Solving collisions - try to coalesce gmem access, using smem, but banks conflicts

Question

Disclaimer

Note that this answer contains more questions than answers. Also note that I'm guessing a lot because I don't get huge parts of your question and source code.

Reconstruction

So I'm guessing that your global memory is an array of Circle structs. You seem to have optimized loading these circles by loading each of their floats separately into shared memory. This way you get continuous access patterns instead of strided ones. Am I still correct here?
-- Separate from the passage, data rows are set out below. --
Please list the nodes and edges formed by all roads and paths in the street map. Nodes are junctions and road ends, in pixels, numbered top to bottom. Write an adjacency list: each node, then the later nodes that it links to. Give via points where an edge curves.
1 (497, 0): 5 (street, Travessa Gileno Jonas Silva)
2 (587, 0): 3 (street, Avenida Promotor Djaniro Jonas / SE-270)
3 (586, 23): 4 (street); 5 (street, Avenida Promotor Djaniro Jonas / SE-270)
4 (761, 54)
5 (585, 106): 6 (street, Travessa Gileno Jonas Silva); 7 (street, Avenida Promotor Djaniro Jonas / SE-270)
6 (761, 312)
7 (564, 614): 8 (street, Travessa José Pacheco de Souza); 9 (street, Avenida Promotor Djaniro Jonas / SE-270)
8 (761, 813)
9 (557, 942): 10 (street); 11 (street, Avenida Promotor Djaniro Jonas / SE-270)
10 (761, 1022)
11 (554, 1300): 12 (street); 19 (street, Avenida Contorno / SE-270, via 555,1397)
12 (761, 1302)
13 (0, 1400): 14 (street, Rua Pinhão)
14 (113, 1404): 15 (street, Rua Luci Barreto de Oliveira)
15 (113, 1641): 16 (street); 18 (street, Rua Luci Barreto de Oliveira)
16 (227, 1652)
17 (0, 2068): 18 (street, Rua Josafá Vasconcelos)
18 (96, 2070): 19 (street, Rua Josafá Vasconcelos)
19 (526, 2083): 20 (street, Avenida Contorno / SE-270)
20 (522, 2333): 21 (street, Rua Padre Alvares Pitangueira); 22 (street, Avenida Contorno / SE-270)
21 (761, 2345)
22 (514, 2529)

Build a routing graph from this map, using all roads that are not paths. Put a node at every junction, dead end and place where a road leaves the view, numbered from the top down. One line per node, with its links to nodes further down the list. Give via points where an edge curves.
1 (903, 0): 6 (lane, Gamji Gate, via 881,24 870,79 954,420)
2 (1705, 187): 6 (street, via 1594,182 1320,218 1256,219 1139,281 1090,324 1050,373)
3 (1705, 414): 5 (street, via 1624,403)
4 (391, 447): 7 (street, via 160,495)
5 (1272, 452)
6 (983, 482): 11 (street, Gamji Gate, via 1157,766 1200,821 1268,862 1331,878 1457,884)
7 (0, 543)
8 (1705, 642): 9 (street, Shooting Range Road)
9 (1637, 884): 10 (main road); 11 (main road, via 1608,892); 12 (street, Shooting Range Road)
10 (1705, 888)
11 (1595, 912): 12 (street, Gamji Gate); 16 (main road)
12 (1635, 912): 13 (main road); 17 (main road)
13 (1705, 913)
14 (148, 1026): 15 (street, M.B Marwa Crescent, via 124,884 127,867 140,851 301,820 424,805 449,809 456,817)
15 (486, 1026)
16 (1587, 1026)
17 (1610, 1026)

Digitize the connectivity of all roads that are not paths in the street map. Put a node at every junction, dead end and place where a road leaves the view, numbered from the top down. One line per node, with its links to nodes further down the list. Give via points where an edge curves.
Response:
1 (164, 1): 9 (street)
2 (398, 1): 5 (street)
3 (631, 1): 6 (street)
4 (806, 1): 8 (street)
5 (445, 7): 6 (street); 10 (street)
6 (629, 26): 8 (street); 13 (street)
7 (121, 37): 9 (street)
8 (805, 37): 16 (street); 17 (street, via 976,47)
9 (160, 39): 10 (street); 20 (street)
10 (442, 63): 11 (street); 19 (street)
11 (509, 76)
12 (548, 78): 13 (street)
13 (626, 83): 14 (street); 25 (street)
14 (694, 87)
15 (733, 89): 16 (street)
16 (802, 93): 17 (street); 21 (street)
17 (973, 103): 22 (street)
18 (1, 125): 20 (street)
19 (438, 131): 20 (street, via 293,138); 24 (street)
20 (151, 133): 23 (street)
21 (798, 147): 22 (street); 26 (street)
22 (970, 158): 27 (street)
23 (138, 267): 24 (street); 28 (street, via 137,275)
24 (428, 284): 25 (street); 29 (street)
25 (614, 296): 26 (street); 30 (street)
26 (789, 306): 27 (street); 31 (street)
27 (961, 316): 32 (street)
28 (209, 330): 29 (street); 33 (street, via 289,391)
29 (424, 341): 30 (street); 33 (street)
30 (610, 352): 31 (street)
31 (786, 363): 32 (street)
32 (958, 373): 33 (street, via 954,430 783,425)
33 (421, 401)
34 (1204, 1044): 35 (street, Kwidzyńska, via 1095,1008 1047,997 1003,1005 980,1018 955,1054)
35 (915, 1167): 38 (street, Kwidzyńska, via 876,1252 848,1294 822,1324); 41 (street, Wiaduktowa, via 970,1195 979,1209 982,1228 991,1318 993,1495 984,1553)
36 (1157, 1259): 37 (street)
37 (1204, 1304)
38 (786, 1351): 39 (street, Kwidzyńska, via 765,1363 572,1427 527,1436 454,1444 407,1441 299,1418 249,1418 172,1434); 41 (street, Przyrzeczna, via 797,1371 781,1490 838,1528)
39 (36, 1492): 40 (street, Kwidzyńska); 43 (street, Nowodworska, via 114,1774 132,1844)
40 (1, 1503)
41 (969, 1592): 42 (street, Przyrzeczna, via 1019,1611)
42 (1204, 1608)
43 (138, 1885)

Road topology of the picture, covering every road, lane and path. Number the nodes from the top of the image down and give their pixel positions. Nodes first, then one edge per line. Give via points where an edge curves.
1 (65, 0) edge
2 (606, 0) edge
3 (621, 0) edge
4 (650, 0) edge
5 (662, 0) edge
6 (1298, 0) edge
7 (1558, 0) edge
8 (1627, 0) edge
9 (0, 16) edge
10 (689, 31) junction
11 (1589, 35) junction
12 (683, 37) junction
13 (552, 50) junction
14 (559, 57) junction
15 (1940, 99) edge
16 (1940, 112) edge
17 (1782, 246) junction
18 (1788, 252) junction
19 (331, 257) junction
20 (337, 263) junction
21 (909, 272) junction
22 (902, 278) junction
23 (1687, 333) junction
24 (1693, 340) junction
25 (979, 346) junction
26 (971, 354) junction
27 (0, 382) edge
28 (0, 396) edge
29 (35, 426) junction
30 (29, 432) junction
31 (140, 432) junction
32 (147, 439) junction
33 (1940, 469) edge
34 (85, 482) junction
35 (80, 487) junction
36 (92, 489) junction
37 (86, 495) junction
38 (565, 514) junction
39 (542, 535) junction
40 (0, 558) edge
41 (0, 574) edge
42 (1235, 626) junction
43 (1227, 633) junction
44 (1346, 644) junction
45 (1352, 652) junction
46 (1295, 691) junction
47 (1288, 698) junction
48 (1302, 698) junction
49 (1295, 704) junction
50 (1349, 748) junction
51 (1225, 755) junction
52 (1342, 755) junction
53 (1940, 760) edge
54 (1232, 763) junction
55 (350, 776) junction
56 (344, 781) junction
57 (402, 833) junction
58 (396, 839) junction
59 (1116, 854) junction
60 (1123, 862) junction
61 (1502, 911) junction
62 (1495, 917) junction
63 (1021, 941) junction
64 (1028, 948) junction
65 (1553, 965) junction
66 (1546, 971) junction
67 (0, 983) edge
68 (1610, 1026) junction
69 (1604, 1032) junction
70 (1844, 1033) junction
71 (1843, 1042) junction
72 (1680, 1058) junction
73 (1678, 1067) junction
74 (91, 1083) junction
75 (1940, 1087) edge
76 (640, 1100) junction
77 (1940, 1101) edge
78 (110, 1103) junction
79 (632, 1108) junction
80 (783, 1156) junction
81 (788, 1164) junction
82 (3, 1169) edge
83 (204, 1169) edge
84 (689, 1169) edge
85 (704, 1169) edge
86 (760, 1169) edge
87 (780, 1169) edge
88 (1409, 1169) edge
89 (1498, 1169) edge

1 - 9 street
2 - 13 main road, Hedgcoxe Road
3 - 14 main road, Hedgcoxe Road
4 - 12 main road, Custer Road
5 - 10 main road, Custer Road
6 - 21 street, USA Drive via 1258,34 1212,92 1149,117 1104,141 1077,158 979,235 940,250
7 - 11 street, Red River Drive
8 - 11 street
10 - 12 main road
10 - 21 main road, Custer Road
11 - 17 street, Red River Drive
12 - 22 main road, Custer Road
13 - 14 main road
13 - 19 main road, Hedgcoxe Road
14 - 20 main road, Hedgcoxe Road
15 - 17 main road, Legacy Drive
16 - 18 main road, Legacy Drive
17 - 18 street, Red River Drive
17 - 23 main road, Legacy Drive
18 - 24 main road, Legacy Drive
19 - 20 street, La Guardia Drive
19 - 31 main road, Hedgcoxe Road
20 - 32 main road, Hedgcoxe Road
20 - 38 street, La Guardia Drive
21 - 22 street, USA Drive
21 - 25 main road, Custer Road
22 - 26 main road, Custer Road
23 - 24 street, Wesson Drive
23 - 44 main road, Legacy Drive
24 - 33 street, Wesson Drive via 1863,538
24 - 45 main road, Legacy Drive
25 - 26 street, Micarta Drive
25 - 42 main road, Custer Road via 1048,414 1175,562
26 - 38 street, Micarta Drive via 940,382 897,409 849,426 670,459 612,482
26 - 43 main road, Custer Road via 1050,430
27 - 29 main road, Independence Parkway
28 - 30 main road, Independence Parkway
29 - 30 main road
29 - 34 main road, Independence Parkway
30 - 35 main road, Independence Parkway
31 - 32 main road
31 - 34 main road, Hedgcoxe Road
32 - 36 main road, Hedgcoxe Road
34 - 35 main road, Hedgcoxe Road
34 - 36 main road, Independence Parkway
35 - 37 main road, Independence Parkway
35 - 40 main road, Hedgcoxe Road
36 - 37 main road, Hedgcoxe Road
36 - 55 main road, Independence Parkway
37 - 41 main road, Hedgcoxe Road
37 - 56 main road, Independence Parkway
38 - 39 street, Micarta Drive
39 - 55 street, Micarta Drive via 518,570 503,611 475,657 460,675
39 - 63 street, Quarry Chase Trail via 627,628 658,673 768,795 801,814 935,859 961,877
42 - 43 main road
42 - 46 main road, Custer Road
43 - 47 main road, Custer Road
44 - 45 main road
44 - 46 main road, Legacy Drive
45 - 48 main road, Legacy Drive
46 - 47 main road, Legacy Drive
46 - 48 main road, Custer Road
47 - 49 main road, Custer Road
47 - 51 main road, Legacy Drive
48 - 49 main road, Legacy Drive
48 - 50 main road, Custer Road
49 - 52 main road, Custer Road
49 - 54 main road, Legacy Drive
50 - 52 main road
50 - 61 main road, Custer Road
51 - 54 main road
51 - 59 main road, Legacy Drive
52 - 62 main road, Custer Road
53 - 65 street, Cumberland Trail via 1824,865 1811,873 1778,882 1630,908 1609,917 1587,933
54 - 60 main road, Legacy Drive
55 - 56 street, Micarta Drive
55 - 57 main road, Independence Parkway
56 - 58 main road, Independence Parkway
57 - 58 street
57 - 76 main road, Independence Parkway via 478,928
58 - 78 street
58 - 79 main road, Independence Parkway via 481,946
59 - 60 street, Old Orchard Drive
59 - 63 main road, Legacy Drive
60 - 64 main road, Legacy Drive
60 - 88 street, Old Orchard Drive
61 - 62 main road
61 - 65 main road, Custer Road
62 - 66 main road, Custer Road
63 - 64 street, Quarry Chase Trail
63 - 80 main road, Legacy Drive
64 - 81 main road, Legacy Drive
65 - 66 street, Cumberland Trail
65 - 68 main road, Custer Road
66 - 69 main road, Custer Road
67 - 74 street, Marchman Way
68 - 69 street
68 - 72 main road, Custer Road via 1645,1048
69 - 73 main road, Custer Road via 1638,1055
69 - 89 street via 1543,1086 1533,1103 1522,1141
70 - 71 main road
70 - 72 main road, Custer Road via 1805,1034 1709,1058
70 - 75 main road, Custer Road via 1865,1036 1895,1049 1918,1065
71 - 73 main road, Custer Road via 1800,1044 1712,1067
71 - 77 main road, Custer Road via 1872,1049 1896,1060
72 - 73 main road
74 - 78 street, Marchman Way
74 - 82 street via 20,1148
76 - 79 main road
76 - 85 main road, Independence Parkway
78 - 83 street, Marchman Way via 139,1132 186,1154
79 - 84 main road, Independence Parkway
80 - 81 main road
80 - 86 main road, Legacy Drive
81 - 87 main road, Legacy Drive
So now that you have loaded blockDim.x circles into shared memory cooperatively you want to read a circle c from it for each thread, You seem to have tried 3 different ways:

loading c from strided shared memory
(c.prevX = smem[threadIdx.x + blockDim.x * 2];, etc.)
loading c directly from shared memory
(c = *((Circle*)(smem + threadIdx * SMEM));)
loading c directly from global memory
(c = cOut[j];)

Still correct?

Evaluation

doesn't make any sense when you load circles into shared memory like the way I described before. So you probably have tried a different loading pattern there. Something along the lines of [threadId.x * 8 + 0] as noted in your comment. This solution has the benefit of continuous global access but storing into smem using ank conflicts.
is no better because it has bank conflict when reading into registers.
is worse because of strided global memory access.

Answer

Bank conflicts are easily resolved by inserting dummy values. Instead of using [threadId.x * 8 + 0] you would use [threadId.x * 9 + 0]. Note that you are wasting a bit of shared memory (i.e every ninth float) to spread out the data across banks. Note that you have to do the same when loading the data into shared memory in the first place. But notice that you are still doing a lot of work to just load these Circle structs there. Which leads me to an

Even better answer

Just don't use an array of Circle structs in global memory. Invert your memory pattern by using multiple arrays of float instead. One for each component of a Circle. You can then simply load into registers directly.

c.x = gmem_x[j];
c.y = gmem_y[j];
...

No more shared memory at all, less registers due to less pointer calculation, continuous global access patterns, no bank conflicts. All of it for free!

Now you might think there's a downside to it when preparing the data on the host and getting the results back. My best (and final) guess is that it will still be much faster overall because you'll probably either launch the kernel every frame and visualize with a shader without ever transferring the data back to the host or launch the kernel multiple times in a row before downloading the results. Correct?